The flavours of New Zealand Sauvignon Blanc – and this is why it is so popular – are powerful and aromatic: citrus, gooseberry and passionfruit in spades. So you need big flavours on your plate to stand up to it.
Here are my top suggestions:
Asian-style seafood dishes – oysters, scallops, crab, clams, lobster, prawns – any shellfish with zingy flavours or a citrus or garlic marinade or dressing. (Big fat garlicky prawns – mmmm).
Thai food generally. A Thai green chicken curry or a Thai-style chicken salad is ace.
Grilled fish especially squid* or swordfish.
Dishes with herbs and greens – salmon with dill, for instance, but great with recipes that contain basil, coriander, rocket and especially mint.

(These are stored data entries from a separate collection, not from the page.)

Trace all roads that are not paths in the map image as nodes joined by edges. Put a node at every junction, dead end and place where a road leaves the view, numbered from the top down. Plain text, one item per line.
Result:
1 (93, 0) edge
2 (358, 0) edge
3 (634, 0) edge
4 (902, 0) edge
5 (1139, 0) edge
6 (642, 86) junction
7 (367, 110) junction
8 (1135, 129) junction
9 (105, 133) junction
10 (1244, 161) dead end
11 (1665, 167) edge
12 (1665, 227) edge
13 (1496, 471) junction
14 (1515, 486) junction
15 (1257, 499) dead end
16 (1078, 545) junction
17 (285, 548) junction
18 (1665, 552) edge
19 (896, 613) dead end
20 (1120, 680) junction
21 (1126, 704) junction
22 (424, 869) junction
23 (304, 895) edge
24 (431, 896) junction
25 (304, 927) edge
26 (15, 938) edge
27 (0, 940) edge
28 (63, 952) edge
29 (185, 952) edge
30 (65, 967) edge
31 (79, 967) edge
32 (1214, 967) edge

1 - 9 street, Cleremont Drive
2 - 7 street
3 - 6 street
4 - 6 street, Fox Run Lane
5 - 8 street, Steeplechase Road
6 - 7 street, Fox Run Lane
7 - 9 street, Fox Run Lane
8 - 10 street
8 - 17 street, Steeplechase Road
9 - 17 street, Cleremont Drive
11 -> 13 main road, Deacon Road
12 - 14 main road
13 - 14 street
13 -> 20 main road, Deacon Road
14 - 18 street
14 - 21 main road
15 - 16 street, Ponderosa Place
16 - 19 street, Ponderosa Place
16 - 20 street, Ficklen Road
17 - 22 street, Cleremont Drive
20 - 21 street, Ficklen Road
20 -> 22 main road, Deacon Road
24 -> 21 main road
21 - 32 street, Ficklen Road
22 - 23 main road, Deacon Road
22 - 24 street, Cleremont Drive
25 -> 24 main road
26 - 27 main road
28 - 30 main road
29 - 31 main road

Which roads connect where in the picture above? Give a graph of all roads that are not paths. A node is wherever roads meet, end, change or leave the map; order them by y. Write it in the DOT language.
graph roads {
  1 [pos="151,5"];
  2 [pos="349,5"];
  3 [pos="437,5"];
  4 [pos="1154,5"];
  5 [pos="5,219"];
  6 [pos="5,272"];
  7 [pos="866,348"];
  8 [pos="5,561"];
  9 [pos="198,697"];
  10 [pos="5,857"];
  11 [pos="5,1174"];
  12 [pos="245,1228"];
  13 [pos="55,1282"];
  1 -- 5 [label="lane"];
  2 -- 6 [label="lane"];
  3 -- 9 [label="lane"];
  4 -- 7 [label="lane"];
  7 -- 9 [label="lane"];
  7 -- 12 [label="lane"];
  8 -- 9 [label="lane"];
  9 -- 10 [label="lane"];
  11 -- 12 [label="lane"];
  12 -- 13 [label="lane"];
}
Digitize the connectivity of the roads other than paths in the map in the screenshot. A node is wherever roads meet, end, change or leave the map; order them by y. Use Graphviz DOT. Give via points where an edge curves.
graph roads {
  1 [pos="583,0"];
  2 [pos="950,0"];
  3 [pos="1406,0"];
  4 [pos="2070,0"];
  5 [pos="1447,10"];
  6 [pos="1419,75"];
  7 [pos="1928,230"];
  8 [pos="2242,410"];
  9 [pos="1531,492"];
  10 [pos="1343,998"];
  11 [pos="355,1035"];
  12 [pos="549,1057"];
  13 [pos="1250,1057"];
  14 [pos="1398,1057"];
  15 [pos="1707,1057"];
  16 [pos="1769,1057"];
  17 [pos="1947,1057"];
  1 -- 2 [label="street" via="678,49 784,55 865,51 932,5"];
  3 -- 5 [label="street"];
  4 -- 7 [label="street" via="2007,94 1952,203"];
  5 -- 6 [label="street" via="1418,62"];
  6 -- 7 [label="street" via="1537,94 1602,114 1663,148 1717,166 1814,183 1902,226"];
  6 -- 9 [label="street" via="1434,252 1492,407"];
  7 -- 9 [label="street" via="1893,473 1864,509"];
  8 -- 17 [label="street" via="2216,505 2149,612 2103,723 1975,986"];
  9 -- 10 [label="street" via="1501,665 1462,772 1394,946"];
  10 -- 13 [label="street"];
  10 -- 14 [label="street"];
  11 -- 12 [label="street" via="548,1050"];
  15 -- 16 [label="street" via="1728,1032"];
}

Like lamb with salsa verde.
Salads with goat’s cheese and feta, asparagus, avocado or grilled red peppers, fresh tomato salads or salads with fennel, mango or papaya. (A great suggestion from Canadian wine pairing expert Francois Chartier: add a tabbouleh to a salad selection to show off a sauvignon Blanc.)
Other good matches (though I personally prefer a less assertive style of sauvignon with them) include smoked salmon, fish and chips and oily fish such as mackerel and sardines.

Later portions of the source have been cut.